About the Author(s)
Hassan Raza
Author is an undergraduate student of the University of Central Punjab, Lahore. He is currently studying international relations (IR). Furthermore, he have also worked with many non-governmental organizations for social services.
Introduction:
Pakistan was the first modern Muslim state created in the name of Islam. At that time, it was home to largest Muslim population and maintained this status until its dismemberment in 1971. Right after the bloody partition of the subcontinent in 1947, Pakistan faced numerous challenges including economic, lack of infrastructure, settlement of migrants from India and territorial disputes with its neighbors. Britain’s hasty departure from subcontinent left this region embroiled in territorial disputes. These disputes led to continuous wars with India in 1965,1971,1999 and border skirmishes with Afghanistan.
A constant threat of war with its neighbors necessitated increased defense spending. Ayub Khan’s martial law is still considered “era of development” but it failed to establish inclusive institutions resulted in temporary growth under exclusive institutions as Daron acemoglu and James Robinson argues development under exclusive institutions are possible but are for temporary period.
From 1973 to contemporary:
After adoption of 1973 constitution, Pakistan saw intense political turmoil and 2 martial laws. During these 50 years, Pakistan has taken ample amount of bailout packages, loans and heavy borrowing from friendly nations. These loans have stacked up Pakistan with immense amount of debt.
In 2024-25 budget, Pakistan has increased 17.5% in its defense budget leading to total amount of 6.15 Billion USD and even these figures are present incomplete picture of actual military’s expenditure. This amount is horrendous for a near bankrupt country.
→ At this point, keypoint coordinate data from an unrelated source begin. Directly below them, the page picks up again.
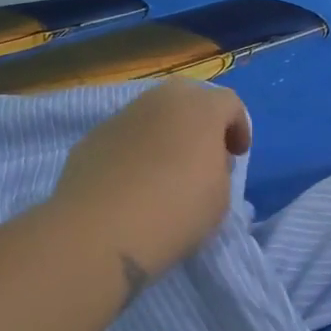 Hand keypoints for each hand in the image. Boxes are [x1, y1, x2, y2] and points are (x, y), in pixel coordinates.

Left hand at [51, 80, 251, 283]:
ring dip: (164, 134)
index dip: (239, 127)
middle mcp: (160, 100)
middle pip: (188, 98)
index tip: (238, 155)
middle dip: (200, 122)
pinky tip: (130, 184)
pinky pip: (123, 137)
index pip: (230, 103)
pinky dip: (133, 151)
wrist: (101, 232)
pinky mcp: (91, 139)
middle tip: (203, 155)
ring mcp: (121, 116)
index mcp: (201, 108)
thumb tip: (204, 162)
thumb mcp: (221, 196)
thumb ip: (219, 169)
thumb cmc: (176, 211)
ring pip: (152, 115)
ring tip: (164, 170)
With little priority and allocation of budget funds to industrialization, human development, education and inclusive institutions these will lead further imposition of taxes on fragile middle class and already poverty stricken poor class.
As of 2024, Pakistan has become 5th most populous state in the world with 1.9% annual increase that population. With such an high amount of population and no attention on inclusive economic institutions, Pakistan is still an “agrarian” state in the age of AI (Artificial intelligence).
It has reached to situation where its large youth population is unemployed. Lack of inclusive institution and continuous political turmoil has spooked FDI (Foreign Direct Investments) in to the country. Since 1958, Pakistan has been borrowing money from IMF and not generating economic wealth, this ignorance has landed government of Pakistan to accumulate 14 billion rs daily in loans to meet it’s expenses.
With such great debt and unemployed youth, a nation cannot succeed in upcoming years especially if government’s priority is not human development or establishment of inclusive economic institutions but prioritizing otiose sectors. A rising population in third world country is negative sign for the government but producing unskilled youth is dangerous for the economy as it acts as bulwark in economic progression rather than supporting it.
This is due to lack of reforms and little attention on economy, this situation have ramped up brain drain of skilled workers, in year 2023 more than 850,000 citizens left the country for better education and opportunities. Right now a significant of students after graduation want to leave Pakistan for better jobs and brighter future in foreign country.
“So how can a nation become great when it’s greatest men lie unused, discouraged, perhaps unknown?” -Fredrick Nietzsche
Tax cuts to elite class, huge defense budget and no novel strategy to curtail current economic situation are leading people to discover informal means to earn money. These dilemmas are augmented by increased terrorist attacks on military and LEAs (Law Enforcement Agencies) in western provinces. As Pakistan’s situation is tattering, these challenges are frustrating citizens and lack of hope left in this country. This critical juncture can lead to further dismemberment and even civil war as unrest in western provinces are increasing.
Furthermore, the civilian leadership have failed to introduce institutional reforms. The absence of reforms in institutions are costing taxpayers a hefty amount in terms of high electricity prices, levy tax on fuel and other taxes. Hence, Pakistan is strangled in vicious circle of taxes, debt and political instability with terrorism knocking on its door.
All these scenario leads back to initial years of creation of Pakistan. Early political leadership failed to establish inclusive political and economic institutions that bred political stability and support economic innovation in the country. As days are going forward it is hard to imagine with such unscrupulous and opportunistic leadership will land my beloved country into complete chaos. Judging by the current circumstances of Pakistan the future appears shallow. These sort of dilemmas require quick remedy through strong cohesion among politicians, institutions and citizens to thwart these challenges.
Conclusion:
In conclusion, Pakistan is burdened with immense foreign debt with political turmoil and terrorism. Politicians need to build up a sense of political forbearance augmented by radical reforms in public institutions, establishment of inclusive economic institutions to thwart deteriorating economy and utilize its strategic location to increase exports. These initiatives will not only benefit Pakistan economically but it will also restore hope among people for a brighter and prosperous future.